Internet of Things (IoT) sensor nodes are placed ubiquitously to collect information, which is then vulnerable to malicious attacks. For instance, adversaries can perform side channel attack on the sensor nodes to recover the symmetric key for encrypting IoT data. Refreshing the symmetric key frequently can reduce the risk of compromised keys. However, the number of sensor nodes connected to the gateway and cloud server is massive. Refreshed symmetric keys need to be sent to gateway devices and cloud server frequently with a secure key encapsulation mechanism (KEM), which is time-consuming. In this article, novel and efficient implementation techniques are proposed to accelerate Kyber, a post-quantum KEM, on a Graphics Processing Unit (GPU).

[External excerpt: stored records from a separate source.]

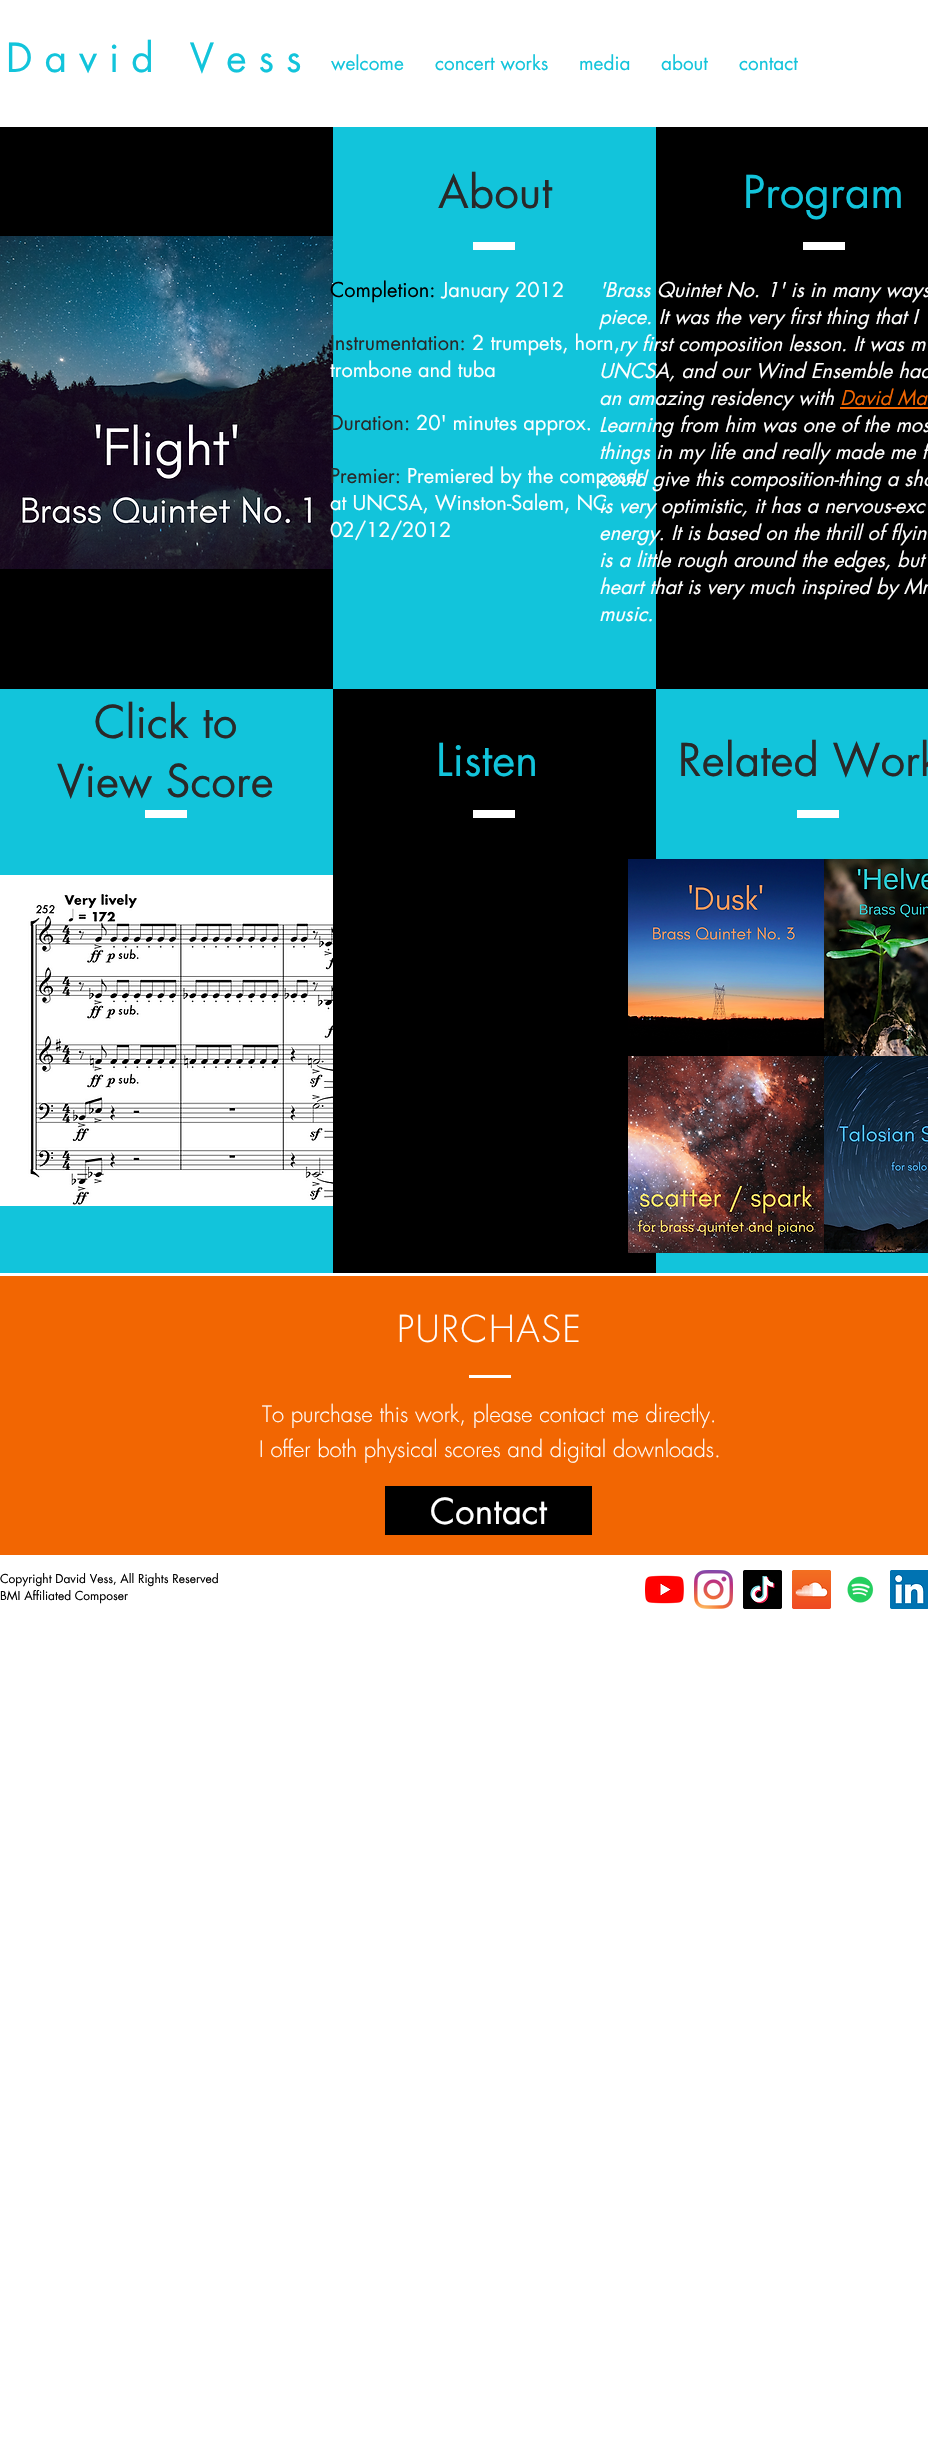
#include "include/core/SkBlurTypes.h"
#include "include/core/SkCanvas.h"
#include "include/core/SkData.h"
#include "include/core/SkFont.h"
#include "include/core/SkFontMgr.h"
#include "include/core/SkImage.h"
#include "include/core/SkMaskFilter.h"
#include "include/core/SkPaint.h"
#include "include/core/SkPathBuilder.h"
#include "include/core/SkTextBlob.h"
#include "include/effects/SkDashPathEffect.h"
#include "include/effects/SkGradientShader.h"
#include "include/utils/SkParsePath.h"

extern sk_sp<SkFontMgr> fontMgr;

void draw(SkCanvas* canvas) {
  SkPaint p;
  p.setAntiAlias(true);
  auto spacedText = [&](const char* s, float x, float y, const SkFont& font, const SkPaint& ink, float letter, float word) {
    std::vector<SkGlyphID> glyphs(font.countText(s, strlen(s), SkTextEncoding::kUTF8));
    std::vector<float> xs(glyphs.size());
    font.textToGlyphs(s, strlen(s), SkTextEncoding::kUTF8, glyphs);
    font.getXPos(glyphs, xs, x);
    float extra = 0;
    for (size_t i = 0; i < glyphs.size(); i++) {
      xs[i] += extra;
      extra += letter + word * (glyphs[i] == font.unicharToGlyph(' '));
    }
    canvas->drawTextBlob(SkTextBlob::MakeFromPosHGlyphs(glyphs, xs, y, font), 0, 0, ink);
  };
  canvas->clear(SK_ColorWHITE);
  p.setColor(SK_ColorBLACK);
  canvas->drawRect(SkRect::MakeLTRB(0, 127, 333, 689), p);
  canvas->drawImageRect(SkImages::DeferredFromEncodedData(SkData::MakeFromFileName("images/1.png")), SkRect::MakeLTRB(0, 236, 333, 569), SkSamplingOptions());
  p.setColor(SkColorSetRGB(18, 196, 219));
  canvas->drawRect(SkRect::MakeLTRB(333, 127, 656, 689), p);
  p.setColor(SK_ColorWHITE);
  canvas->drawRect(SkRect::MakeLTRB(473, 242, 515, 250), p);
  p.setColor(SK_ColorBLACK);
  canvas->drawRect(SkRect::MakeLTRB(656, 127, 928, 689), p);
  p.setColor(SK_ColorWHITE);
  canvas->drawRect(SkRect::MakeLTRB(803, 242, 845, 250), p);
  p.setColor(SkColorSetRGB(242, 102, 2));
  canvas->drawRect(SkRect::MakeLTRB(840, 407, 928, 409), p);
  p.setColor(SkColorSetRGB(18, 196, 219));
  canvas->drawRect(SkRect::MakeLTRB(0, 689, 333, 1273), p);
  p.setColor(SK_ColorWHITE);
  canvas->drawRect(SkRect::MakeLTRB(145, 810, 187, 818), p);
  canvas->drawImageRect(SkImages::DeferredFromEncodedData(SkData::MakeFromFileName("images/2.png")), SkRect::MakeLTRB(0, 875, 333, 1206), SkSamplingOptions());
  p.setColor(SK_ColorBLACK);
  canvas->drawRect(SkRect::MakeLTRB(333, 689, 656, 1273), p);
  p.setColor(SK_ColorWHITE);
  canvas->drawRect(SkRect::MakeLTRB(473, 810, 515, 818), p);
  p.setColor(SkColorSetRGB(18, 196, 219));
  canvas->drawRect(SkRect::MakeLTRB(656, 689, 928, 1273), p);
  p.setColor(SK_ColorWHITE);
  canvas->drawRect(SkRect::MakeLTRB(797, 810, 839, 818), p);
  canvas->drawImageRect(SkImages::DeferredFromEncodedData(SkData::MakeFromFileName("images/3.png")), SkRect::MakeLTRB(628, 859, 824, 1056), SkSamplingOptions());
  canvas->drawImageRect(SkImages::DeferredFromEncodedData(SkData::MakeFromFileName("images/4.png")), SkRect::MakeLTRB(824, 859, 928, 1056), SkSamplingOptions());
  canvas->drawImageRect(SkImages::DeferredFromEncodedData(SkData::MakeFromFileName("images/5.png")), SkRect::MakeLTRB(628, 1056, 824, 1253), SkSamplingOptions());
  canvas->drawImageRect(SkImages::DeferredFromEncodedData(SkData::MakeFromFileName("images/6.png")), SkRect::MakeLTRB(824, 1056, 928, 1253), SkSamplingOptions());
  p.setColor(SkColorSetRGB(242, 102, 2));
  canvas->drawRect(SkRect::MakeLTRB(0, 1276, 928, 1555), p);
  p.setColor(SK_ColorWHITE);
  canvas->drawRect(SkRect::MakeLTRB(469, 1375, 511, 1378), p);
  p.setColor(SK_ColorBLACK);
  canvas->drawRect(SkRect::MakeLTRB(385, 1486, 592, 1535), p);
  canvas->drawImageRect(SkImages::DeferredFromEncodedData(SkData::MakeFromFileName("images/7.png")), SkRect::MakeLTRB(645, 1575, 684, 1604), SkSamplingOptions());
  canvas->drawImageRect(SkImages::DeferredFromEncodedData(SkData::MakeFromFileName("images/8.png")), SkRect::MakeLTRB(694, 1570, 733, 1609), SkSamplingOptions());
  canvas->drawImageRect(SkImages::DeferredFromEncodedData(SkData::MakeFromFileName("images/9.png")), SkRect::MakeLTRB(743, 1570, 782, 1609), SkSamplingOptions());
  canvas->drawImageRect(SkImages::DeferredFromEncodedData(SkData::MakeFromFileName("images/10.png")), SkRect::MakeLTRB(792, 1570, 831, 1609), SkSamplingOptions());
  canvas->drawImageRect(SkImages::DeferredFromEncodedData(SkData::MakeFromFileName("images/11.png")), SkRect::MakeLTRB(847, 1576, 874, 1603), SkSamplingOptions());
  canvas->drawImageRect(SkImages::DeferredFromEncodedData(SkData::MakeFromFileName("images/12.png")), SkRect::MakeLTRB(890, 1570, 928, 1609), SkSamplingOptions());
  SkFont font1(fontMgr->matchFamilyStyle("futura", SkFontStyle::Normal()), 39);
  font1.setSubpixel(true);
  p.setColor(SkColorSetRGB(18, 196, 219));
  canvas->drawString("D a v i d   V e s s", 6, 72, font1, p);
  SkFont font2(fontMgr->matchFamilyStyle("futura", SkFontStyle::Normal()), 19);
  font2.setSubpixel(true);
  canvas->drawString("welcome", 331, 70, font2, p);
  canvas->drawString("concert works", 435, 70, font2, p);
  canvas->drawString("media", 579, 70, font2, p);
  canvas->drawString("about", 661, 70, font2, p);
  canvas->drawString("contact", 739, 70, font2, p);
  SkFont font3(fontMgr->matchFamilyStyle("futura", SkFontStyle::Normal()), 44);
  font3.setSubpixel(true);
  p.setColor(SkColorSetRGB(41, 41, 41));
  canvas->drawString("About", 438, 208, font3, p);
  SkFont font4(fontMgr->matchFamilyStyle("futura", SkFontStyle::Normal()), 20);
  font4.setSubpixel(true);
  p.setColor(SK_ColorBLACK);
  canvas->drawString("Completion:", 330, 297, font4, p);
  p.setColor(SK_ColorWHITE);
  canvas->drawString("January 2012", 442, 297, font4, p);
  p.setColor(SkColorSetRGB(41, 41, 41));
  canvas->drawString("Instrumentation:", 330, 350, font4, p);
  p.setColor(SK_ColorWHITE);
  canvas->drawString("2 trumpets, horn,", 472, 350, font4, p);
  canvas->drawString("trombone and tuba", 330, 377, font4, p);
  p.setColor(SkColorSetRGB(41, 41, 41));
  canvas->drawString("Duration:", 330, 430, font4, p);
  p.setColor(SK_ColorWHITE);
  canvas->drawString("20' minutes approx.", 416, 430, font4, p);
  p.setColor(SkColorSetRGB(41, 41, 41));
  canvas->drawString("Premier:", 330, 483, font4, p);
  p.setColor(SK_ColorWHITE);
  canvas->drawString("Premiered by the composer", 407, 483, font4, p);
  canvas->drawString("at UNCSA, Winston-Salem, NC", 330, 510, font4, p);
  canvas->drawString("02/12/2012", 330, 537, font4, p);
  p.setColor(SkColorSetRGB(18, 196, 219));
  canvas->drawString("Program", 743, 208, font3, p);
  SkFont font5(fontMgr->matchFamilyStyle("futura", SkFontStyle::Italic()), 20);
  font5.setSubpixel(true);
  p.setColor(SK_ColorWHITE);
  canvas->drawString("'Brass Quintet No. 1' is in many ways", 599, 297, font5, p);
  canvas->drawString("piece. It was the very first thing that I", 599, 324, font5, p);
  canvas->drawString("ry first composition lesson. It was m", 619, 351, font5, p);
  canvas->drawString("UNCSA, and our Wind Ensemble had", 599, 378, font5, p);
  canvas->drawString("an amazing residency with", 599, 405, font5, p);
  p.setColor(SkColorSetRGB(242, 102, 2));
  canvas->drawString("David Ma", 840, 405, font5, p);
  p.setColor(SK_ColorWHITE);
  canvas->drawString("Learning from him was one of the mos", 599, 432, font5, p);
  canvas->drawString("things in my life and really made me f", 599, 459, font5, p);
  canvas->drawString("could give this composition-thing a sho", 599, 486, font5, p);
  canvas->drawString("is very optimistic, it has a nervous-exc", 599, 513, font5, p);
  canvas->drawString("energy. It is based on the thrill of flyin", 599, 540, font5, p);
  canvas->drawString("is a little rough around the edges, but", 599, 567, font5, p);
  canvas->drawString("heart that is very much inspired by Mr", 599, 594, font5, p);
  canvas->drawString("music.", 599, 621, font5, p);
  p.setColor(SkColorSetRGB(41, 41, 41));
  canvas->drawString("Click to", 94, 738, font3, p);
  canvas->drawString("View Score", 57, 797, font3, p);
  p.setColor(SkColorSetRGB(18, 196, 219));
  canvas->drawString("Listen", 436, 776, font3, p);
  p.setColor(SkColorSetRGB(41, 41, 41));
  canvas->drawString("Related Work", 678, 776, font3, p);
  SkFont font6(fontMgr->matchFamilyStyle("futura", SkFontStyle(300, SkFontStyle::kNormal_Width, SkFontStyle::kUpright_Slant)), 36);
  font6.setSubpixel(true);
  p.setColor(SK_ColorWHITE);
  spacedText("PURCHASE", 397, 1342, font6, p, 1.75f, 0);
  SkFont font7(fontMgr->matchFamilyStyle("futura", SkFontStyle(300, SkFontStyle::kNormal_Width, SkFontStyle::kUpright_Slant)), 22);
  font7.setSubpixel(true);
  canvas->drawString("To purchase this work, please contact me directly.", 262, 1422, font7, p);
  canvas->drawString("I offer both physical scores and digital downloads.", 259, 1457, font7, p);
  SkFont font8(fontMgr->matchFamilyStyle("futura", SkFontStyle::Normal()), 35);
  font8.setSubpixel(true);
  canvas->drawString("Contact", 430, 1524, font8, p);
  SkFont font9(fontMgr->matchFamilyStyle("futura", SkFontStyle::Normal()), 12);
  font9.setSubpixel(true);
  p.setColor(SK_ColorBLACK);
  canvas->drawString("Copyright David Vess, All Rights Reserved", 0, 1583, font9, p);
  canvas->drawString("BMI Affiliated Composer", 0, 1600, font9, p);
}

Fully parallel implementation of number theoretic transform (NTT) with combined levels is presented, which is 2.65× faster than state-of-the-art result on a GPU. Other proposed techniques include parallel rejection sampling, central binomial distribution with coalesced memory access and parallel fine-grain AES-256. These techniques enable high throughput performance with 162760 encapsulations/second and 107631 decapsulations/second on an RTX2060 GPU. This is also the first fine grain implementation of post-quantum KEM (Kyber) on a GPU, which can be used to offer key encapsulation/decapsulation as a service to reduce the burden on IoT systems.